Queen Victoria Hospital NHS Foundation Trust (QVH) was recognised as part of this achievement for delivering productivity improvements via its CDC with a redesigned, straight-to-test breathlessness pathway.
With Bleepa® – a clinical collaboration platform – as the technology enabler, a new, digitally enabled model for breathlessness patients was developed by QVH in partnership with Feedback Medical.
The outdated patient model
The traditional outpatient model – referral, first appointment, diagnostic booking, review appointment – was never designed for today’s demand. As Feedback Medical CEO and NIA Fellow Dr Tom Oakley put it in a recent HSJ webinar, it ‘really hasn’t aged well’. It locks patients into multiple visits, delays decision-making, and consumes precious consultant time.
For integrated care systems under pressure to deliver elective recovery targets, this model is unsustainable. NHS England has made it clear: the system must move to straight-to-test, digitally enabled pathways that reduce outpatient activity and improve productivity. The CDC programme is a key part of increasing diagnostic capacity and moving care closer to home to facilitate these reforms.
Straight to test, enabled by technology
Breathlessness is one of the most common, and most complex, symptoms seen across the NHS – often requiring multiple specialties and diagnostic inputs, long waits and repeat appointments. It accounts for 5% of A&E presentations, 4% of GP consultations, and 12% of medical admissions.
QVH, as part of the Sussex CDC programme, and Feedback Medical re-engineered the breathlessness pathway with three design principles:
- Diagnostics first – Patients are triaged into a one-day package of relevant tests (respiratory, cardiac, or both) where possible.
- Digital integration – Bleepa pulls diagnostic imaging and test results into one platform, accessible across primary and secondary care.
- Virtual multidisciplinary decision-making – Respiratory physicians and cardiologists collaborate asynchronously in Bleepa to agree patient management plans without the need for unnecessary outpatient visits.
A pathway coordinator role was created to streamline triage and scheduling, ensuring patients avoided fragmented, piecemeal appointments.
Results aligned to NHS system priorities
The pathway has delivered measurable impact:
- Reduced traditional 20-30 minute outpatient appointments to 6-10 minute online reviews, meaning five times more respiratory patient interactions can be achieved in the same amount of time.
- 92% reduction in outpatient referrals, avoiding unnecessary appointments and freeing up clinical capacity.
- Streamlined patient journeys with 63% reduction in referral to treatment times compared to the national target, improving patient experience while reducing unnecessary delays.

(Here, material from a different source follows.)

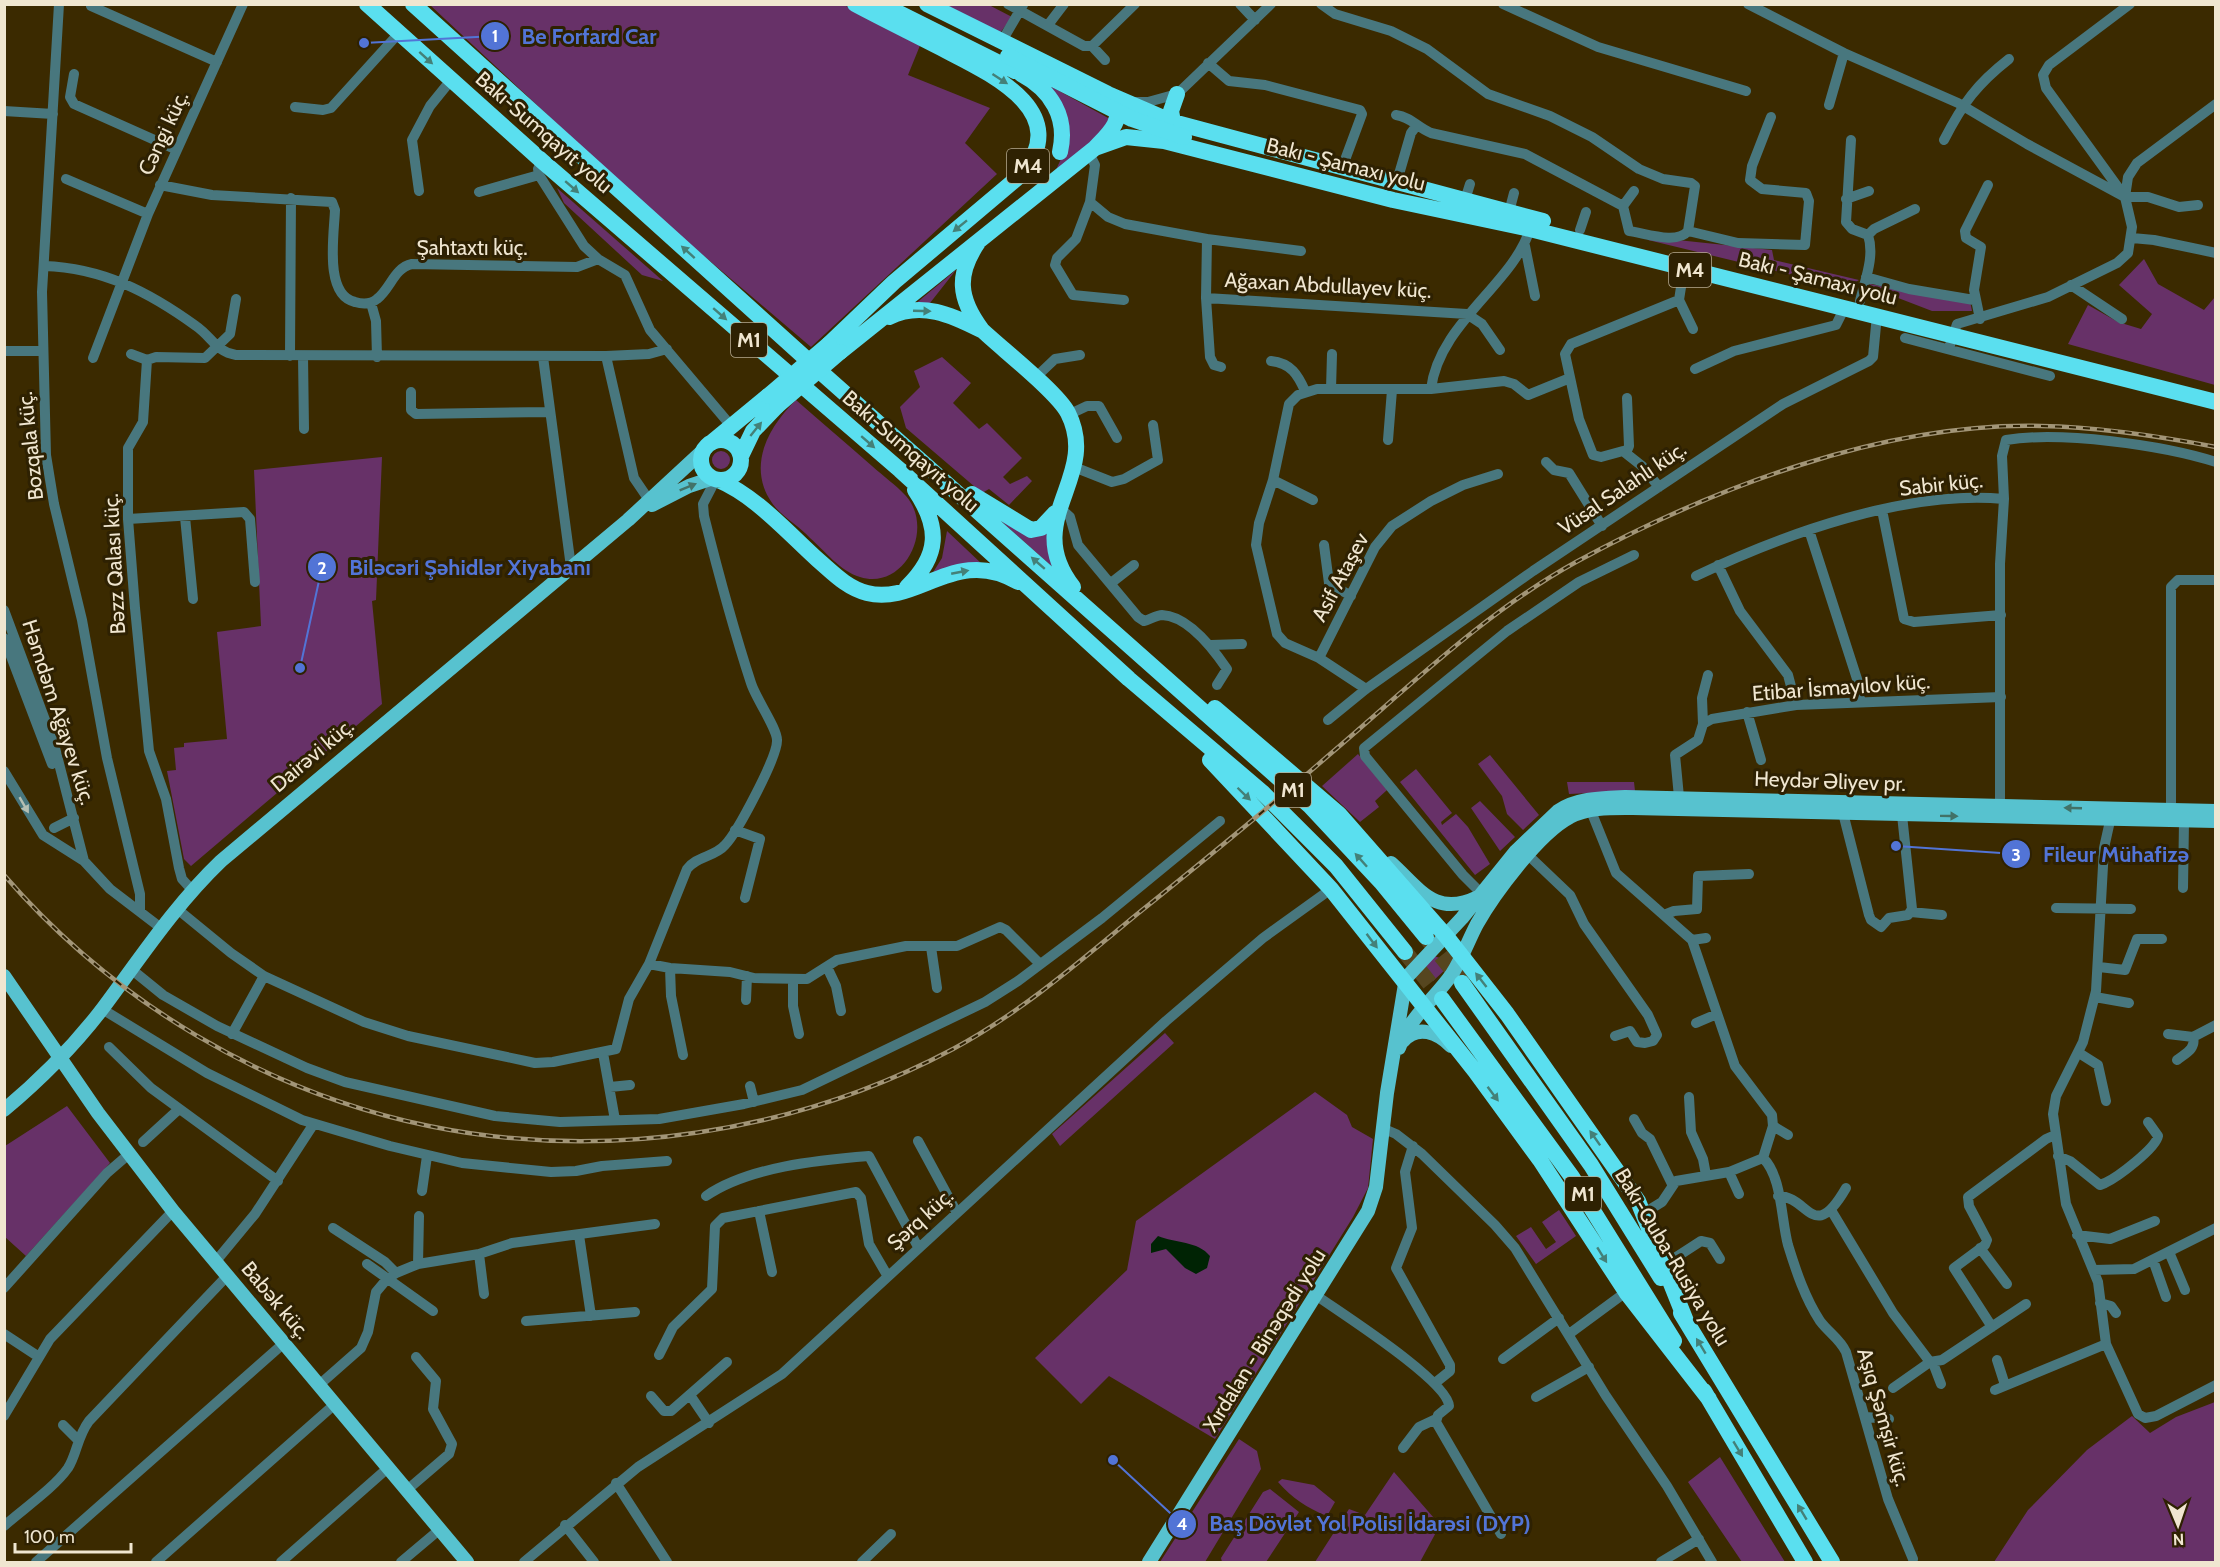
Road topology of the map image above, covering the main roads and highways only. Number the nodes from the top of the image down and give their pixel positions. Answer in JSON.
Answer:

“With Bleepa as the technology enabler, this has optimised and automated multiple steps on the pathway with greater visibility of where the patient is on their care journey to multiple people across the clinical teams.”

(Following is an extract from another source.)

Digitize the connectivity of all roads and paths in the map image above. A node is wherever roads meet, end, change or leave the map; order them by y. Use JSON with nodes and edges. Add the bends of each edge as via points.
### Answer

These results show how by rethinking our approach to pathways, supported by digital architecture, we can optimise use of CDCs to relieve pressure on hospital-based services and reduce waiting lists. It can help ICSs meet both the elective recovery target of 118% activity and the financial challenge of delivering ‘more for less’.
From local pilot to system blueprint
This project has been acknowledged with an HSJ Partnership Award in 2025 for Effective Contribution to Clinical Redesign and is shortlisted for Partnership of the Year at the HSJ Awards 2025.

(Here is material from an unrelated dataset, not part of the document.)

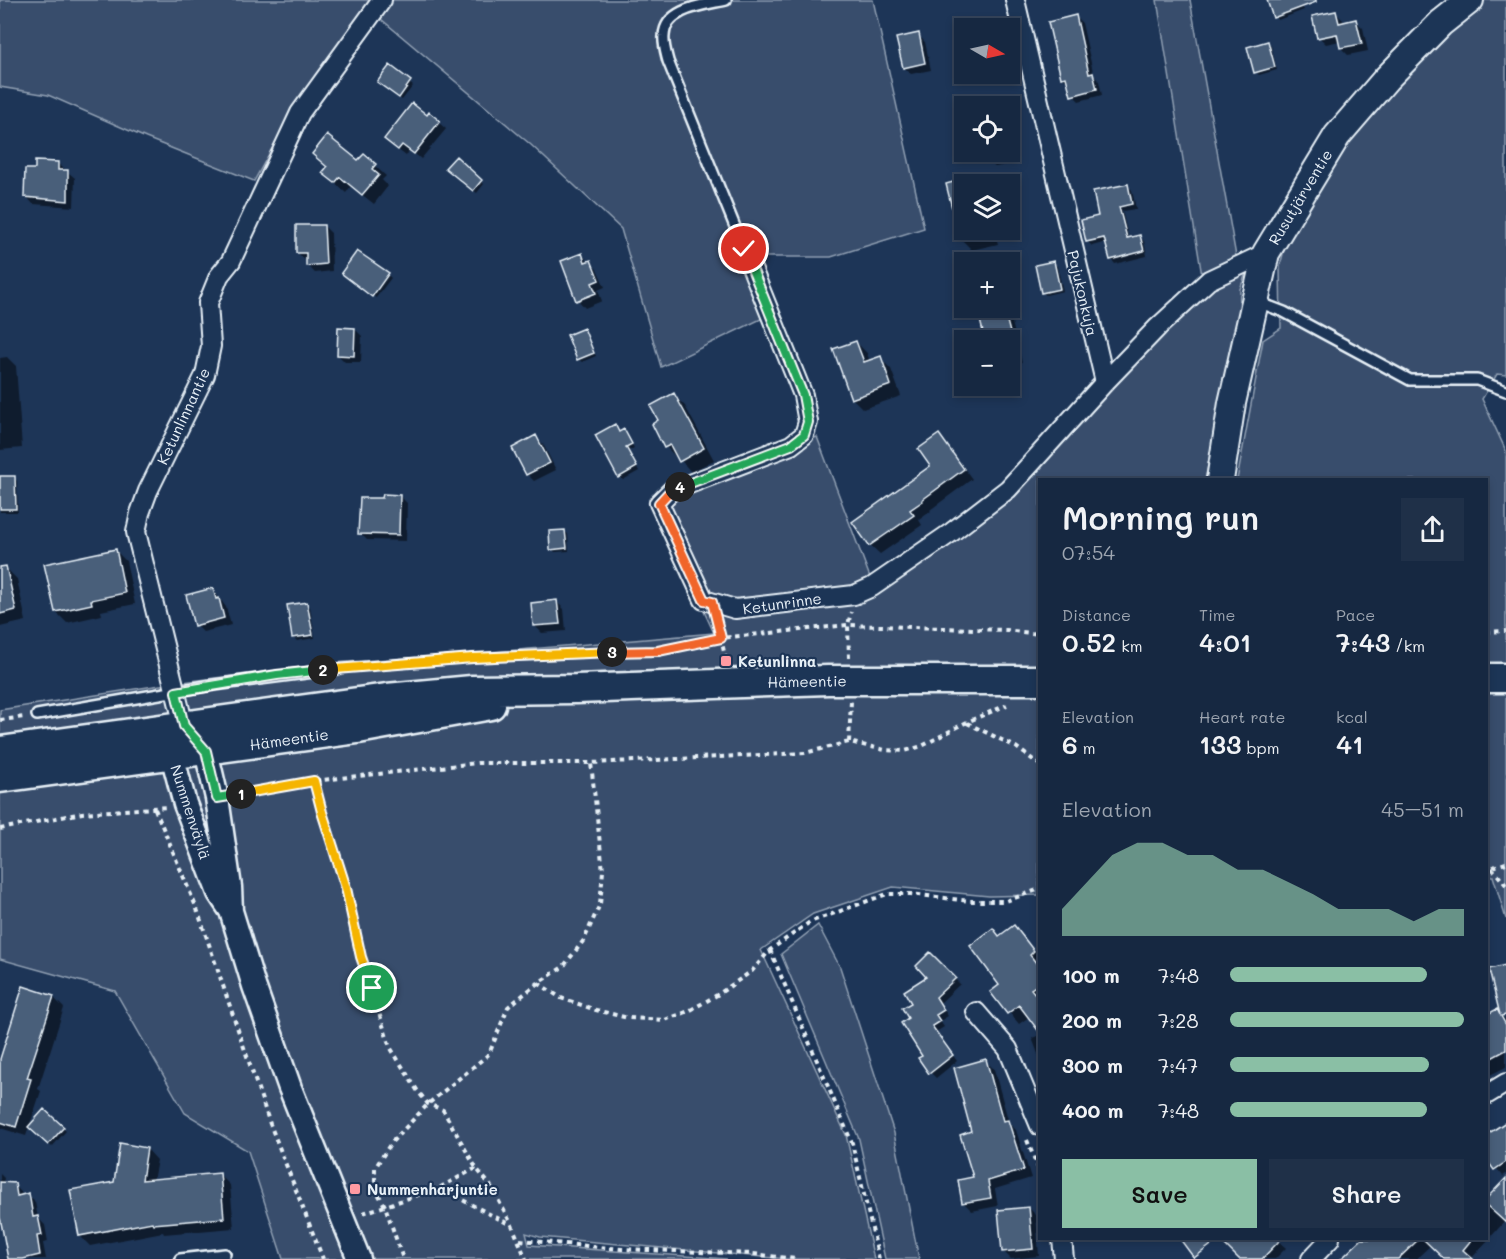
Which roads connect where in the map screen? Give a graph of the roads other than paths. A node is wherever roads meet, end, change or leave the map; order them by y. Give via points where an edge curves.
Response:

The scalability is clear. By embedding Bleepa as a collaboration platform to enable a single point of access across ICSs, systems can flexibly manage referral activity, integrate advice and guidance, and rationalise waiting lists – without overburdening hospital providers.
Policy meets practice
The breathlessness pathway is a strong example of how community settings can be reimagined to deliver more productive, patient-focused care. This approach is now being adapted across a range of conditions and extended to other GP practices, CDCs and hospital sites – offering a scalable model for improving NHS productivity at a time when it is most needed.
“I think this is not just a fantastic way of redesigning elective care and improving the efficiency of elective care, it’s also a fantastic way of connecting disparate teams into a much more integrated way of working around a population.”
At Feedback Medical, our focus remains on partnering with the NHS to design and deliver holistic, digitally enabled care models that improve outcomes, streamline pathways, and unlock the potential of CDC settings as the programme continues to deliver against policy objectives across the UK.